Genome editing in engineered T cells for cancer immunotherapy.

Abstract

Advanced gene transfer technologies and profound immunological insights have enabled substantial increases in the efficacy of anti-cancer adoptive cellular therapy (ACT). In recent years, the U.S. Food and Drug Administration and European Medicines Agency have approved six engineered T cell therapeutic products, all chimeric antigen receptor (CAR) engineered T cells directed against B cell malignancies. Despite encouraging clinical results, engineered T cell ACT is still constrained by challenges, which could be addressed by genome editing.

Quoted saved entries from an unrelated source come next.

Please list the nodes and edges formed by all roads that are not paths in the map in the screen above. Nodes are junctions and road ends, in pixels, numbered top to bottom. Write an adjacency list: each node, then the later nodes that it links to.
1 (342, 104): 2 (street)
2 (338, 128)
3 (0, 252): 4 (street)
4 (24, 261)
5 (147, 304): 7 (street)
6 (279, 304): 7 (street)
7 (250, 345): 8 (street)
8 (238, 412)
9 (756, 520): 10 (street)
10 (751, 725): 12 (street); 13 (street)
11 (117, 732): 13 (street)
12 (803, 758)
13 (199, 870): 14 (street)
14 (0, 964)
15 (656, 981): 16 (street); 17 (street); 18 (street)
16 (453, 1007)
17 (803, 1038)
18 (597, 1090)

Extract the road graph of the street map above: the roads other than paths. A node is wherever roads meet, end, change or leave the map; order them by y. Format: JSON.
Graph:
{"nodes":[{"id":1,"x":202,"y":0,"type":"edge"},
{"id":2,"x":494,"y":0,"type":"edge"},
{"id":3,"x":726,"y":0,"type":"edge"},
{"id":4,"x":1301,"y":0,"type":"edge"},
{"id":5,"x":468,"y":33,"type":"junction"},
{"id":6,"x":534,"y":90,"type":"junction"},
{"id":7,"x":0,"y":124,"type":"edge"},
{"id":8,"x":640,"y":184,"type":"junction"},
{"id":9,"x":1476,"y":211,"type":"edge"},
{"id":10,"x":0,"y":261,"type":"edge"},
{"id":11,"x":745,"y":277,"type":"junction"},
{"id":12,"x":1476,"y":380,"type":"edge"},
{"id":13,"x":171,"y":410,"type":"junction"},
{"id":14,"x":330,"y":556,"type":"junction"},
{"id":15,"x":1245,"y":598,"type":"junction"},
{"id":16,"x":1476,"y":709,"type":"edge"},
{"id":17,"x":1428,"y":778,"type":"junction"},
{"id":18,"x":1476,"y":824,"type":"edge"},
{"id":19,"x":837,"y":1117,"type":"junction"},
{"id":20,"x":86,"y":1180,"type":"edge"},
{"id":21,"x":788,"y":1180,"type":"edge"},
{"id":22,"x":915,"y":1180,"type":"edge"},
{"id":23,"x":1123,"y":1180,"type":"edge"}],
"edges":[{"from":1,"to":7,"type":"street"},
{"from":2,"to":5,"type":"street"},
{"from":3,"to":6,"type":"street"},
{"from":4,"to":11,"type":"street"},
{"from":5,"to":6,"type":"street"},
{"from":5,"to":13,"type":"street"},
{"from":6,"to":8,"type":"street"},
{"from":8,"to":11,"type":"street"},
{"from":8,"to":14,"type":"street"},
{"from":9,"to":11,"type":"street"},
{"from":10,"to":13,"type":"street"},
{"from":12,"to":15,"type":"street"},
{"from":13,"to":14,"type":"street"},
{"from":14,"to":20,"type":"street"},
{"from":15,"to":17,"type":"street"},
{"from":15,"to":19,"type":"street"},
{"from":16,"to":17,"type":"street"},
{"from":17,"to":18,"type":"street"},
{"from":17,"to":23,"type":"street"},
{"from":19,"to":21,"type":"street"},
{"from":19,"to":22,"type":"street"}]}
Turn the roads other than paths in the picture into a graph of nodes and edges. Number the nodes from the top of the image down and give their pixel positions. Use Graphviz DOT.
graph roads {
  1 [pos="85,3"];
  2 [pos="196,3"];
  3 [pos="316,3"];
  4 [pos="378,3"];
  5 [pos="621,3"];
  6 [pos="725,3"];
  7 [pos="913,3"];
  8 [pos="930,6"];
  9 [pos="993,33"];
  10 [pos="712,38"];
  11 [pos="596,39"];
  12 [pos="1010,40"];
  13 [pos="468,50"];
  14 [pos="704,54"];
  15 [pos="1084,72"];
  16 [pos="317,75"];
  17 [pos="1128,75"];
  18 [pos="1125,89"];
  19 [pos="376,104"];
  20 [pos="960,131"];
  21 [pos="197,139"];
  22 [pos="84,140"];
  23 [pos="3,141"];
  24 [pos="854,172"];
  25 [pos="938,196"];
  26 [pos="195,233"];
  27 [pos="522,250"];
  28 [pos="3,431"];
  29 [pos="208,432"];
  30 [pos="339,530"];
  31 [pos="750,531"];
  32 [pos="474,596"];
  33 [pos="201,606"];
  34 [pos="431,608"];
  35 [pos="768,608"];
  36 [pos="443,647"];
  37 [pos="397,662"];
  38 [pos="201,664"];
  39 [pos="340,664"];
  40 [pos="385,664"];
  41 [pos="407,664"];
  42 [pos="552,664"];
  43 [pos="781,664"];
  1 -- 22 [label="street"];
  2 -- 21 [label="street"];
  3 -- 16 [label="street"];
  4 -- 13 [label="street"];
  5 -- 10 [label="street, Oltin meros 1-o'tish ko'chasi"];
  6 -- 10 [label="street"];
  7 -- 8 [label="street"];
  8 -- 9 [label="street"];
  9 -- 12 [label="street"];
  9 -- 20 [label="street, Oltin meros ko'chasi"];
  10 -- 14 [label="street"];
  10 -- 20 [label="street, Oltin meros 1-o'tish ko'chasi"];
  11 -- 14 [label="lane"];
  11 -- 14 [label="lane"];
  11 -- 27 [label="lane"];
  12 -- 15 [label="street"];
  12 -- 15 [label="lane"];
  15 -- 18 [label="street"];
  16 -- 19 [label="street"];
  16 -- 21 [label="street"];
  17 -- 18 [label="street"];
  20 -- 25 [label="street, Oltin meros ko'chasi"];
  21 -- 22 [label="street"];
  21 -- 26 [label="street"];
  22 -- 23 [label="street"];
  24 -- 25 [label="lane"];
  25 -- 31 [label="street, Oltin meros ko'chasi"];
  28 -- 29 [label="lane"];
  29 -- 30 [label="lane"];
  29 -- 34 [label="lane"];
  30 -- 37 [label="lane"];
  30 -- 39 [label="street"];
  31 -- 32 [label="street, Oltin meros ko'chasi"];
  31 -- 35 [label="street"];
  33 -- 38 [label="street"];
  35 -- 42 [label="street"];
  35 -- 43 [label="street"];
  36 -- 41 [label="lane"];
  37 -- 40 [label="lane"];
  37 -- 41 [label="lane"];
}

As RNA-guided Clustered Regularly Interspaced Short Palindromic Repeats (CRISPR) technology passes its 10-year anniversary, we review emerging applications of genome editing approaches designed to: 1) overcome resistance to therapy, including cancer immune evasion mechanisms; 2) avoid unwanted immune reactions related to allogeneic T cell products; 3) increase fitness, expansion capacity, persistence and potency of engineered T cells, while preserving their safety profile; and 4) improve the ability of therapeutic cells to resist immunosuppressive signals active in the tumor microenvironment. Overall, these innovative approaches should widen the safe and effective use of ACT to larger numbers of patients affected by cancer.